別にこの男が気を遣ってこちらの言葉を使っているわけではない。
そもそもこちらが名乗っているのに、名乗らないのはあまりにも礼を失している。
「初めまして。アンドレ・リェーネン様。私はアンリ様の婚約者です。無理を言って同席させてもらいましたが、お邪魔でしたら失礼いたしますね」
「邪魔とは言ってねぇよ。なんなら俺のものになれよ。そんな男じゃ満足できないだろ」
「あら、それは帝国貴族の籍を捨てるということでよろしいですか?」
「馬鹿抜かせ。俺が飼ってやるっつってんだよ」
「あらら、どうしましょうか。アンリ様」
俺に振らないでくれない?
とは言え、リディアーヌが振ってきたということは、ある程度は失言しても大丈夫ということだろう。まあ、相手が十二分に失言してるからなあ。
「リェーネン様。それは私から婚約者を奪うという宣言と受け止めてよろしいでしょうか?」
「奪う? 違うね。差し出す栄誉を与えてやると言ってるんだ。光栄に思うところだぞ」
国王が生かして帰せと言った理由が分かってしまったなあ。
もしかして帝国ってこんな奴らばっかりなん?
俺は笑みを浮かべた。
「もしその取引を受け入れたら私は何を得られるのでしょうか?」
「は? 栄誉つってんだろ。帝国貴族に恩が売れるんだぞ。這いつくばって礼を言うところだろう」
「なるほど。
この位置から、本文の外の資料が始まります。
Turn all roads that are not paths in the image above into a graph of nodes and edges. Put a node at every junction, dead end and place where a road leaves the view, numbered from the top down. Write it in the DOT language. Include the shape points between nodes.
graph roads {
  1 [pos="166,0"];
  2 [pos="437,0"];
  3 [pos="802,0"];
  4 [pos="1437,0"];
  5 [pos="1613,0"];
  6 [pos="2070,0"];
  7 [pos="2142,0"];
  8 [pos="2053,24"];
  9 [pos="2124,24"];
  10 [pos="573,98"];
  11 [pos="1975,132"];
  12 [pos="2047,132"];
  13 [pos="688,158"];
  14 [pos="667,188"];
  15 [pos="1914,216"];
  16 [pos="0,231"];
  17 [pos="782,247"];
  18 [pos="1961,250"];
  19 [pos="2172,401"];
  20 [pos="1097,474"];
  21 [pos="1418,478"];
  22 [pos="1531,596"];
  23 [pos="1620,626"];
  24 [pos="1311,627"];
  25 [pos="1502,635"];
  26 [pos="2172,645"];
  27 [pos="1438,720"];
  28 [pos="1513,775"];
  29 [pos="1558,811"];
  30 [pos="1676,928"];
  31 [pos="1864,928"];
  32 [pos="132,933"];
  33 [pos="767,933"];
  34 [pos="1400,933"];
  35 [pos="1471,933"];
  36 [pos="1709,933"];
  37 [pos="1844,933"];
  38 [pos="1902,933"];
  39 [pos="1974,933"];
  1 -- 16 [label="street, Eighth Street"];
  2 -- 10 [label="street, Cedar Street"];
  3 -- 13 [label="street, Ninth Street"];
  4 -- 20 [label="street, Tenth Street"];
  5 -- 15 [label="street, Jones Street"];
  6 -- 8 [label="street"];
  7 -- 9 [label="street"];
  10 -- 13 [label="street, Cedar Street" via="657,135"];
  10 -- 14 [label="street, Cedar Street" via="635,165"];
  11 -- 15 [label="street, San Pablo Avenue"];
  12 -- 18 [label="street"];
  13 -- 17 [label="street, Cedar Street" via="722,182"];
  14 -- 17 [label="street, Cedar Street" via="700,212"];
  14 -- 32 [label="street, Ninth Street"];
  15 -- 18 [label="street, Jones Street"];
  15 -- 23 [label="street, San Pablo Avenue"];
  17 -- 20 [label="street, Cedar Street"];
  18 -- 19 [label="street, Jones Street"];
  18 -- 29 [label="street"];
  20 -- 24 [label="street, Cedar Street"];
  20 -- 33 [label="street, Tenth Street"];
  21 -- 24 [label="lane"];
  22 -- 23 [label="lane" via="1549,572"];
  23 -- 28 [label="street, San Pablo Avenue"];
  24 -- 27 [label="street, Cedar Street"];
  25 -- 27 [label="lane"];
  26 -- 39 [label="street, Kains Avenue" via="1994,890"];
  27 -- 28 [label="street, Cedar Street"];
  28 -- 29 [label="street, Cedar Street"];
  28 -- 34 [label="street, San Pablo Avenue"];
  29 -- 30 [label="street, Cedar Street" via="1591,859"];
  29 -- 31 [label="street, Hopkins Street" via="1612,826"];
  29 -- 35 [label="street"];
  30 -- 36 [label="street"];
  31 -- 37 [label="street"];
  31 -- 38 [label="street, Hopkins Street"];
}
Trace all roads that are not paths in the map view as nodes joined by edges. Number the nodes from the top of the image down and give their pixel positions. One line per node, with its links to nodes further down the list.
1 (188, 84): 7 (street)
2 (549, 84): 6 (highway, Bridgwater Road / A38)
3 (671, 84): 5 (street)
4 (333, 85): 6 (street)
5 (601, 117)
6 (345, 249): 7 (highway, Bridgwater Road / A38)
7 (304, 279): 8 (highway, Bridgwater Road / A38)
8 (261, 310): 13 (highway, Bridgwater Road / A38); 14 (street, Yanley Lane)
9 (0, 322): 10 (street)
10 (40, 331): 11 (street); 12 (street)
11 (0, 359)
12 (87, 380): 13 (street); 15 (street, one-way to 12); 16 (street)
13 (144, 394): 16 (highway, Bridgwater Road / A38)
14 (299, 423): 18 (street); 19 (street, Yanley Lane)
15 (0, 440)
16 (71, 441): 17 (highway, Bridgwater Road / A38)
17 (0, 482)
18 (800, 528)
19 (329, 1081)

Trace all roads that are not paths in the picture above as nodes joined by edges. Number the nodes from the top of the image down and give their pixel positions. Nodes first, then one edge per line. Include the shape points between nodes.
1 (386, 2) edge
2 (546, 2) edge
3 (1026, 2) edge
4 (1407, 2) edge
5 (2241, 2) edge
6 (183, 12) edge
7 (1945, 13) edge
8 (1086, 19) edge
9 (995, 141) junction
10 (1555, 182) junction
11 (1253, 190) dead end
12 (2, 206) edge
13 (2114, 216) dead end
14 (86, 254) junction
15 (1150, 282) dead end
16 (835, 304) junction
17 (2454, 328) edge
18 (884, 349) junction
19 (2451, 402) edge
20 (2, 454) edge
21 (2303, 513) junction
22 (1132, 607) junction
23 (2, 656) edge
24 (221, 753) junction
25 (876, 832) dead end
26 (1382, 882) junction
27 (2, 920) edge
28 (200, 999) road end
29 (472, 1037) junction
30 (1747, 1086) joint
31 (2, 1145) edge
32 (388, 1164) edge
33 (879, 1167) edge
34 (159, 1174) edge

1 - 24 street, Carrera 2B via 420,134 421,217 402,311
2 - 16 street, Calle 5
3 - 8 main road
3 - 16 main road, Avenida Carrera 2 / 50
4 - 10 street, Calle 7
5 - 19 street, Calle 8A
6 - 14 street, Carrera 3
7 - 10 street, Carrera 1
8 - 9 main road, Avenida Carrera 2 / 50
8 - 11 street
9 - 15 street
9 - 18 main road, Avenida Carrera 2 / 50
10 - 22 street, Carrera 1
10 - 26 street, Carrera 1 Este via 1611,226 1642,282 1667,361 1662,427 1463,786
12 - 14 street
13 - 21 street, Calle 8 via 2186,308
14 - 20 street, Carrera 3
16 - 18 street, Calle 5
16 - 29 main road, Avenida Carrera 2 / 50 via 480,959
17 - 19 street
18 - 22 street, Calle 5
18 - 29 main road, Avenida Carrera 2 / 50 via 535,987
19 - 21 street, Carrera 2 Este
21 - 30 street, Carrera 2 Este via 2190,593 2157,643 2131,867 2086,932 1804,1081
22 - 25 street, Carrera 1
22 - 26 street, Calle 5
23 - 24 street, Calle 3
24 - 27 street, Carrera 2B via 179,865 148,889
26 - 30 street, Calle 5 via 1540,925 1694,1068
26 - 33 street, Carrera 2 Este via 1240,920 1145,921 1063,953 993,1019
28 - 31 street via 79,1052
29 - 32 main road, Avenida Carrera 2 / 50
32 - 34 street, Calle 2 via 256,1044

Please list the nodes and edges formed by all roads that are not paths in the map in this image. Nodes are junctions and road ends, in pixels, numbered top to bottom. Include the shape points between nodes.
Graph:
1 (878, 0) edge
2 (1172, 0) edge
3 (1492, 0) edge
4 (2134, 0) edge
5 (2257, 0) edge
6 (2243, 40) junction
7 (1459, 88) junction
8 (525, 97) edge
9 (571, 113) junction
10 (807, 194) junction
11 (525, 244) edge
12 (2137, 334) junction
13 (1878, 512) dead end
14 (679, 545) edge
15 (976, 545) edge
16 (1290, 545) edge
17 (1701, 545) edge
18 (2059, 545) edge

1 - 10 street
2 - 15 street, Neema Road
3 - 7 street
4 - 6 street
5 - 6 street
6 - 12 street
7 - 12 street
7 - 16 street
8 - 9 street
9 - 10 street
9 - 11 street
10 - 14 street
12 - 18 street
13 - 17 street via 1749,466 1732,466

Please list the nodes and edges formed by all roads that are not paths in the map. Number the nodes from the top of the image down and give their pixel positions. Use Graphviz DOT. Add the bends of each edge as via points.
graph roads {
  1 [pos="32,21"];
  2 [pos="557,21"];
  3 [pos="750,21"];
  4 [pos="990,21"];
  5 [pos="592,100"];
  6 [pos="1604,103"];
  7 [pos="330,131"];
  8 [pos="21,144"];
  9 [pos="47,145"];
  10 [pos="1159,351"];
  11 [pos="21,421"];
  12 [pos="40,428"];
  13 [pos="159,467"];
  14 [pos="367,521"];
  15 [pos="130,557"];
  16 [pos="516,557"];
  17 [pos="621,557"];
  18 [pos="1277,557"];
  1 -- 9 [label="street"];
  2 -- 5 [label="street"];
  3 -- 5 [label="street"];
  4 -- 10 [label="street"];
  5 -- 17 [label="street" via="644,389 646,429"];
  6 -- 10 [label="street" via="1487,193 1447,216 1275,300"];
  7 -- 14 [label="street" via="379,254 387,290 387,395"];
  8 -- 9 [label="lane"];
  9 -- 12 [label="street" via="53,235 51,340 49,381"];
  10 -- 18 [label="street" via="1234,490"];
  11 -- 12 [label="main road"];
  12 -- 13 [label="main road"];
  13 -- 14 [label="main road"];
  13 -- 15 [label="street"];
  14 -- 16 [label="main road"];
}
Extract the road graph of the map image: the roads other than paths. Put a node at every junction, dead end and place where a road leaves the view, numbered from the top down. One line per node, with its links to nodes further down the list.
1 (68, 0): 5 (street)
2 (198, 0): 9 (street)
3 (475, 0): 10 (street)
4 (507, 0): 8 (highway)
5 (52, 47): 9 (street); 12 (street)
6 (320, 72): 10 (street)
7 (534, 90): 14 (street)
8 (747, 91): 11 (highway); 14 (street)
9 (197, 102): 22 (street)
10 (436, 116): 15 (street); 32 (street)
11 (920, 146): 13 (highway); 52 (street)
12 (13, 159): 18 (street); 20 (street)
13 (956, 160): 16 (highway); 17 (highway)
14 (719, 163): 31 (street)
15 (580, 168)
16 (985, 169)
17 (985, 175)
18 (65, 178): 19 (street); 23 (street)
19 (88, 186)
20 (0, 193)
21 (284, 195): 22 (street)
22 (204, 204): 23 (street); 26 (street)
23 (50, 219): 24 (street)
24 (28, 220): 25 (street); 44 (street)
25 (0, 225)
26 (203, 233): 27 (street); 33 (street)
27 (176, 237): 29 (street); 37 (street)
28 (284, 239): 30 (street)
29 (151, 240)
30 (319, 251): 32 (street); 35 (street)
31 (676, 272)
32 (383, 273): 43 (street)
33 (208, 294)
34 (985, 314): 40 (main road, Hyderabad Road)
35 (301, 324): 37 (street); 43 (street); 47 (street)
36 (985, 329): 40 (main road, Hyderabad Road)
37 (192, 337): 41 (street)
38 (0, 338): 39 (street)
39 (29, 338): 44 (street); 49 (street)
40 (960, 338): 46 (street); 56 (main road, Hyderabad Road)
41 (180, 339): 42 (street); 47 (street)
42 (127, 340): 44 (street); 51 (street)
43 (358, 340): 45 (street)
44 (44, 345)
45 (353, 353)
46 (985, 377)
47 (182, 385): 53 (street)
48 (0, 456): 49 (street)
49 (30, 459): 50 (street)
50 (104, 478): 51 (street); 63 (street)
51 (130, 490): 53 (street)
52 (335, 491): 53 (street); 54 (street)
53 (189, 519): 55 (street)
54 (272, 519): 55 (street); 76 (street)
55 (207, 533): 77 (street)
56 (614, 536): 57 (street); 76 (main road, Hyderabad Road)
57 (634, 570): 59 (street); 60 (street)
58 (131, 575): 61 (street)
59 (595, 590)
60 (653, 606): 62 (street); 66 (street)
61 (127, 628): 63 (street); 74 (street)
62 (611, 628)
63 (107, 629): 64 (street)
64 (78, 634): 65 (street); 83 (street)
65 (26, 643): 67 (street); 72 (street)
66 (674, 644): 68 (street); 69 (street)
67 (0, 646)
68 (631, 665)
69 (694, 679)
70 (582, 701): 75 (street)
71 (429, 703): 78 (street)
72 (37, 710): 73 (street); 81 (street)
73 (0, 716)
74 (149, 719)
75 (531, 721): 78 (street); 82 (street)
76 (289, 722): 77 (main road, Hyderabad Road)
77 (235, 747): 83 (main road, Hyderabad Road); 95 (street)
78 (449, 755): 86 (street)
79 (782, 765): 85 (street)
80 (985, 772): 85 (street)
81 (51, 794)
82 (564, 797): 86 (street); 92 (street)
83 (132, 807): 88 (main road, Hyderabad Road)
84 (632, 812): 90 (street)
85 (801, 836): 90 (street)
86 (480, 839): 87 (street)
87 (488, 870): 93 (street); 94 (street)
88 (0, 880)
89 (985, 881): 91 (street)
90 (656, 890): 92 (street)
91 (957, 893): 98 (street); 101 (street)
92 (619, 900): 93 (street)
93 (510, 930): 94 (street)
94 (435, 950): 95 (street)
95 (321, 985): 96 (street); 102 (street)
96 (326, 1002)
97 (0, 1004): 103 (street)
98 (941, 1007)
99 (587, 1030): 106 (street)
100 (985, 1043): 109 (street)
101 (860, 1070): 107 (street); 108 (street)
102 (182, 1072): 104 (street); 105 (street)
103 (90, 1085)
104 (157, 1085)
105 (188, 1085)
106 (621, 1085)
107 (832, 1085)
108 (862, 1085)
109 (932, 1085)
帝国のすべてと引き換えにでも彼女が欲しい、と」
隣でリディアーヌが堪えきれずに肩を揺らした。
本当にいつも楽しそうですね。
そういうところ、案外嫌いじゃないよ。
「は?」
「リェーネン様、彼は、私の婚約者はあんまり愛を囁いてはくださらないの」
あんまりじゃなくて全然だと思います。
「その彼がこう言っているのです。自分から婚約者を奪うなら帝国全土を敵に回しても良い、と。リェーネン様。彼からとびきりの愛の言葉を引き出してくださって、ありがとうございます」
隣に座ってるから顔を見られないけど、とびきりのアルカイックスマイルを浮かべてるんだろうなあ。
「伯爵家の養子風情が? 何ができる? 今ここで首を刎ねてもいいんだぞ」
いや、良くはないだろ。外交の場だぞ。
あと情報遅すぎない? 俺が男爵になったの、今年の初めなんだけど。
いや、まあ、帝国までの距離を考えたらそんなもんかも知れないけど、オルタンシアまでに情報収集とかしなかったん?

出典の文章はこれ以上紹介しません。